%%

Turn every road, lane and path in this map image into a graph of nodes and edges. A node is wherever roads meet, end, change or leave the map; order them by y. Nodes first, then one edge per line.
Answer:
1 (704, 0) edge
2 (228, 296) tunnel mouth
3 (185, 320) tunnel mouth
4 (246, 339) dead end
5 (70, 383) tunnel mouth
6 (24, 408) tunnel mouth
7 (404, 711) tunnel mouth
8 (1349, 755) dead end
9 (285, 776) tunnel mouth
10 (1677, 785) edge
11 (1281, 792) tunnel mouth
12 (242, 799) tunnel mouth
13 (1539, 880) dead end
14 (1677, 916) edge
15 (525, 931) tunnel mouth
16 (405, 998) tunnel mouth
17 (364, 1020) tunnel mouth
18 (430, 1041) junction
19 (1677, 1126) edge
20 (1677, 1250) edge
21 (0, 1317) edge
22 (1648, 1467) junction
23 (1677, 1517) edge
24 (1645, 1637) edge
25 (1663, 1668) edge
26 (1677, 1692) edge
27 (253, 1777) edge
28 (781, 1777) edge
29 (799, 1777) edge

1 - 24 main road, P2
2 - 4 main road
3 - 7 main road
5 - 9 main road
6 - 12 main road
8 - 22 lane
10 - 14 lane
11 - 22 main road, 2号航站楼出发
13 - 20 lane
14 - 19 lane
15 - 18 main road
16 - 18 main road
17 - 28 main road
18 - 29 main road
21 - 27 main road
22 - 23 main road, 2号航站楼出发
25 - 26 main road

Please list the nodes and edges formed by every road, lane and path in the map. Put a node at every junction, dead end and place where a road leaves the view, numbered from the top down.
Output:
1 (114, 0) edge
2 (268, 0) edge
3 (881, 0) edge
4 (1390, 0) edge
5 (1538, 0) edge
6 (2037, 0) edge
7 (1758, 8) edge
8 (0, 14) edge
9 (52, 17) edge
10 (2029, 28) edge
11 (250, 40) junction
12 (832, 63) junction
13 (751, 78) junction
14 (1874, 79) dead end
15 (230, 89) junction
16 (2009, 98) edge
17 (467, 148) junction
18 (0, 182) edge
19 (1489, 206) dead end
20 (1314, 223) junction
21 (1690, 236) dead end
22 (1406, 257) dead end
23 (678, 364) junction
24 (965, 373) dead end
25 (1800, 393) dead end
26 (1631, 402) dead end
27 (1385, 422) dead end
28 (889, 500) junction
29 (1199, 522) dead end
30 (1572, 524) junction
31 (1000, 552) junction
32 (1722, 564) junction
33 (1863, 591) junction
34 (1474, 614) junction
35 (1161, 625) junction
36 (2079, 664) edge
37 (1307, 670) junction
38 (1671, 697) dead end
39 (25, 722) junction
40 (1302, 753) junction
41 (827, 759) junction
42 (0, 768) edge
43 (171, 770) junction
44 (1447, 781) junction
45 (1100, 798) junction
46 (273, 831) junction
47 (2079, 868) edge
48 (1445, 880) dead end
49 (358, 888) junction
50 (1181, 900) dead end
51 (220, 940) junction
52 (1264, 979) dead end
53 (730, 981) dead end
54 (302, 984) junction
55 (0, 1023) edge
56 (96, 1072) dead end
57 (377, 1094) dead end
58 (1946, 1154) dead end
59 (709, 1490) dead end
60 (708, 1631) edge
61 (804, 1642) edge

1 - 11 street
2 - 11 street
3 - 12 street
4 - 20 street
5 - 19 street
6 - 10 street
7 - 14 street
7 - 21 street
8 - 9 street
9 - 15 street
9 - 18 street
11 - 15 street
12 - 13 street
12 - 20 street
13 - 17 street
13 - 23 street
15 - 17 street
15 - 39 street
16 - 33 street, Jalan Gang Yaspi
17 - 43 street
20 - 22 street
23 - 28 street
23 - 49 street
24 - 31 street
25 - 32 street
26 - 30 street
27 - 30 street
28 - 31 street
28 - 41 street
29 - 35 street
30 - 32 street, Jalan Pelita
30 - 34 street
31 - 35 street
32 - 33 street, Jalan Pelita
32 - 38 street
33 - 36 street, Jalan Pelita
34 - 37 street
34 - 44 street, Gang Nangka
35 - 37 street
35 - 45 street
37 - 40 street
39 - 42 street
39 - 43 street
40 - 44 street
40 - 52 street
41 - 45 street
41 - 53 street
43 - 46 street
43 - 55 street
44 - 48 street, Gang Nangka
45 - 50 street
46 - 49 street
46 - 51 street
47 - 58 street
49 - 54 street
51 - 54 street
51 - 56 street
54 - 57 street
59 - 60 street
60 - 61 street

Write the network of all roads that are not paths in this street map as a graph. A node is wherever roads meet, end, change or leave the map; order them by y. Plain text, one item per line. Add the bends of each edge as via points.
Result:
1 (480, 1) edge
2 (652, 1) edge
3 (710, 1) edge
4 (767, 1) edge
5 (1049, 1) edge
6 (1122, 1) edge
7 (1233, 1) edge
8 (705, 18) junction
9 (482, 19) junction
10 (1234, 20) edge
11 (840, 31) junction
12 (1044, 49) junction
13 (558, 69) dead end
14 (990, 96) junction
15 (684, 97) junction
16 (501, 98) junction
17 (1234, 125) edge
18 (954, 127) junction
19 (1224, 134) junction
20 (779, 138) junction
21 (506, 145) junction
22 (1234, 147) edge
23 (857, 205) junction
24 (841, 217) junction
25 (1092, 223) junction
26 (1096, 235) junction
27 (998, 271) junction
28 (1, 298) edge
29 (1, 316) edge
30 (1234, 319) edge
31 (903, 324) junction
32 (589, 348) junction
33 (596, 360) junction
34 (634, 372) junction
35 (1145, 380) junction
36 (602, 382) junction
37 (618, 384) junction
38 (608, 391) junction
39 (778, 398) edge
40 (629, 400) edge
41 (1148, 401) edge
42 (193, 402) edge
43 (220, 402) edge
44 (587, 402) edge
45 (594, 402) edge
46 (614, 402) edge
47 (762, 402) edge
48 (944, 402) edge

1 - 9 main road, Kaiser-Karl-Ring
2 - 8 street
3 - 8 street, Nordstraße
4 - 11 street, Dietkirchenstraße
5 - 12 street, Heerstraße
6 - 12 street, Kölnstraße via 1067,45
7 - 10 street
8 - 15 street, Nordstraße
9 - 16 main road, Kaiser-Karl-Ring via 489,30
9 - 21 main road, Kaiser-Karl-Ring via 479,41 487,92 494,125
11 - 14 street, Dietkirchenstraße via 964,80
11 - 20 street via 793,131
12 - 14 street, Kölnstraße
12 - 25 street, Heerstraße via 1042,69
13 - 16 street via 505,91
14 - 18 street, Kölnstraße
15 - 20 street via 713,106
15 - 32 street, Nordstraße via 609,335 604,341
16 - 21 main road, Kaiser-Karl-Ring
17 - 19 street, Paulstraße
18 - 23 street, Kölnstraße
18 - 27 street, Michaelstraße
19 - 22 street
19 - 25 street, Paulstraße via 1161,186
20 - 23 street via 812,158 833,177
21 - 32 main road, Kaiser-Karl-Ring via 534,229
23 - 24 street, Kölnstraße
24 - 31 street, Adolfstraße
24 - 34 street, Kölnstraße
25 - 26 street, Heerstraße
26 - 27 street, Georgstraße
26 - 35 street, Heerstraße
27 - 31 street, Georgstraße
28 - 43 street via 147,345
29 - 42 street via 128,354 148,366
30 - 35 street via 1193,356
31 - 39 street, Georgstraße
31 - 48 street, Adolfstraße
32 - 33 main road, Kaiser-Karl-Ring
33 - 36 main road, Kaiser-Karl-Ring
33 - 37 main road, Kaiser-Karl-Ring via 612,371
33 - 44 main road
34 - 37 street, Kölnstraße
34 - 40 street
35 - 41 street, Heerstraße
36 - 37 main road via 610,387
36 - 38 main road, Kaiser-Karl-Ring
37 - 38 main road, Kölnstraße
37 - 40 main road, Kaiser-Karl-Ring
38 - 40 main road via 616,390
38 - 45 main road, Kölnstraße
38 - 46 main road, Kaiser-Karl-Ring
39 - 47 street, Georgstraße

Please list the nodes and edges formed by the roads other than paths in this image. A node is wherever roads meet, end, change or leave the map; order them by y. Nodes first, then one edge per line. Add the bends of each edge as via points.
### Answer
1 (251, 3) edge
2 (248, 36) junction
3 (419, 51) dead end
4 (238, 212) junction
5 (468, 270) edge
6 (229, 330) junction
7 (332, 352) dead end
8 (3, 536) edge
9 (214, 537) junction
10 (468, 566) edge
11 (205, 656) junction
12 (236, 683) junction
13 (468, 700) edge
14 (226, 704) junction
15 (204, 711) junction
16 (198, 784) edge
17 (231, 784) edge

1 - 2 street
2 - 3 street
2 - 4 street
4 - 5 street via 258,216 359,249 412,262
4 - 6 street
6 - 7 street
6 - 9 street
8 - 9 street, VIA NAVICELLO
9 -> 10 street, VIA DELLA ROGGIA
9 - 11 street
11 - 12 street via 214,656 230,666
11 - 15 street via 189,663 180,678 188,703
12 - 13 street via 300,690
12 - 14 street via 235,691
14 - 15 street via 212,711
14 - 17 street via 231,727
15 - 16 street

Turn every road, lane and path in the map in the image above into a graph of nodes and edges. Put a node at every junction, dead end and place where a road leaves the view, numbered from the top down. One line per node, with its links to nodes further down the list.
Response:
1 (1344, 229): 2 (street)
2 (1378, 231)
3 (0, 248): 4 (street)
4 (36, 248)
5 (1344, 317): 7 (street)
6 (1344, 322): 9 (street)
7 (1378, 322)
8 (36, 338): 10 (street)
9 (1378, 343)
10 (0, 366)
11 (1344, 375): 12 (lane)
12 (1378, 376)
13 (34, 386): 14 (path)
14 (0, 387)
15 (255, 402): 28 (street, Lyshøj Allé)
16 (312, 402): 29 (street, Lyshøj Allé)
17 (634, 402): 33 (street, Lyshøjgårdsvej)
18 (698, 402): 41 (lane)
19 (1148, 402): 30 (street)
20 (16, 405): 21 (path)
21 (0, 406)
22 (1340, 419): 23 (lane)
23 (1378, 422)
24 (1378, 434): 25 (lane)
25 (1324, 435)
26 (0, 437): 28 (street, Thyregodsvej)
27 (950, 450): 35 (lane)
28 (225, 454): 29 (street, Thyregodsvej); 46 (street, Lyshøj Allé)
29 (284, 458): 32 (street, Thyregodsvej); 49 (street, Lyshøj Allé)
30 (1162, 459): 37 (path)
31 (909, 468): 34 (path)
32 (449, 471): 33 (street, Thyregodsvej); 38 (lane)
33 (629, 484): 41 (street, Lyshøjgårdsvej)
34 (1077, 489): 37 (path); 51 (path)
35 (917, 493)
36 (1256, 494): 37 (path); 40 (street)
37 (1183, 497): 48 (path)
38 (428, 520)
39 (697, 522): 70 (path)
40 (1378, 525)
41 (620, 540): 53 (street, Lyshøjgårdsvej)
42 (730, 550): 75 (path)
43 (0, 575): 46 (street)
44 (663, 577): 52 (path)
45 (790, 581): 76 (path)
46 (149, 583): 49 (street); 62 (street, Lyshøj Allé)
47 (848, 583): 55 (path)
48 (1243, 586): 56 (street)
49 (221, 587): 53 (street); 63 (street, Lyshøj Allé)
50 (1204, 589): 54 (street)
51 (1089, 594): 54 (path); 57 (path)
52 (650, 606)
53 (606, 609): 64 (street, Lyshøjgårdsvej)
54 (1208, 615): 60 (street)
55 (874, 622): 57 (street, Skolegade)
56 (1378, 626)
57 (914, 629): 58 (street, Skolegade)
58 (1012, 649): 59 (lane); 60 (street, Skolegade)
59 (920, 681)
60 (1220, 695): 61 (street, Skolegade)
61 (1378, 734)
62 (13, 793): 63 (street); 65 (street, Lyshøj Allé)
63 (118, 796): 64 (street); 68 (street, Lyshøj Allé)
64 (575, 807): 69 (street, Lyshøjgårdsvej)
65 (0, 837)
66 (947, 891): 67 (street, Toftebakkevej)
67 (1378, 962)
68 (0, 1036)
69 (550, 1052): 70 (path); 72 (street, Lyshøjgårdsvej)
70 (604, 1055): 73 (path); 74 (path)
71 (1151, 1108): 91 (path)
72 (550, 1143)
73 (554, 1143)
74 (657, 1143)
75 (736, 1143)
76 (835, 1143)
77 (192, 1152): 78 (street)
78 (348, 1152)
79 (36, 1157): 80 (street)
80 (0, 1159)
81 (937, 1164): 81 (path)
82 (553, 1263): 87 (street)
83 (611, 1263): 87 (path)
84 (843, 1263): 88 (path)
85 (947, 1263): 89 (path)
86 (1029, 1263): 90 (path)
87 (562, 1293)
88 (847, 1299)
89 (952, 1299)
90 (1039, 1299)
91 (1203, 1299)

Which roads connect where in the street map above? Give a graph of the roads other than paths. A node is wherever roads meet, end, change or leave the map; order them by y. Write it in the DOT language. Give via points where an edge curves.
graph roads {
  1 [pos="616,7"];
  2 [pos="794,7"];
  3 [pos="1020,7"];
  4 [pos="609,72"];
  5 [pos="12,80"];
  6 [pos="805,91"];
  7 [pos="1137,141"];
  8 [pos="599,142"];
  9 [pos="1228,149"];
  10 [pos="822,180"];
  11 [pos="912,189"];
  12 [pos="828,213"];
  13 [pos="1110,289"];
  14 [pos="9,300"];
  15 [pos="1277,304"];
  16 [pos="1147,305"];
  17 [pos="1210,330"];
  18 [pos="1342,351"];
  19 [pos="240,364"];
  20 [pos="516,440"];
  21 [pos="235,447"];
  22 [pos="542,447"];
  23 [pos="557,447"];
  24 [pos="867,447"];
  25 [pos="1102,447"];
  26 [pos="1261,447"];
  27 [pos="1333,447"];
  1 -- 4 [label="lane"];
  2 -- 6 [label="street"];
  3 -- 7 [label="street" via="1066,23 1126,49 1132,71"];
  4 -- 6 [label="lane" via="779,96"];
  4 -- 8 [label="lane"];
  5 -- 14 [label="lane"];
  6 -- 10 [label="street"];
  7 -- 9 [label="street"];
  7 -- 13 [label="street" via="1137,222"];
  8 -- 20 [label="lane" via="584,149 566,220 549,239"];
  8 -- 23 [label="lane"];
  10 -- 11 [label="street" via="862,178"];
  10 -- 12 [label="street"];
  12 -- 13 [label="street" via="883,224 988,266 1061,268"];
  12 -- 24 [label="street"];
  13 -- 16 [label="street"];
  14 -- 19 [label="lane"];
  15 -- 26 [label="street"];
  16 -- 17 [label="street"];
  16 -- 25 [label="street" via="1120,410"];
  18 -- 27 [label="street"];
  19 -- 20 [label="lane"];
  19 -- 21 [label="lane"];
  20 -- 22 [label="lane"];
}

%%

Tally the lines of the listing that hold the string "bends", then reply with that number alone.

▶ _Solution for this problem_:
2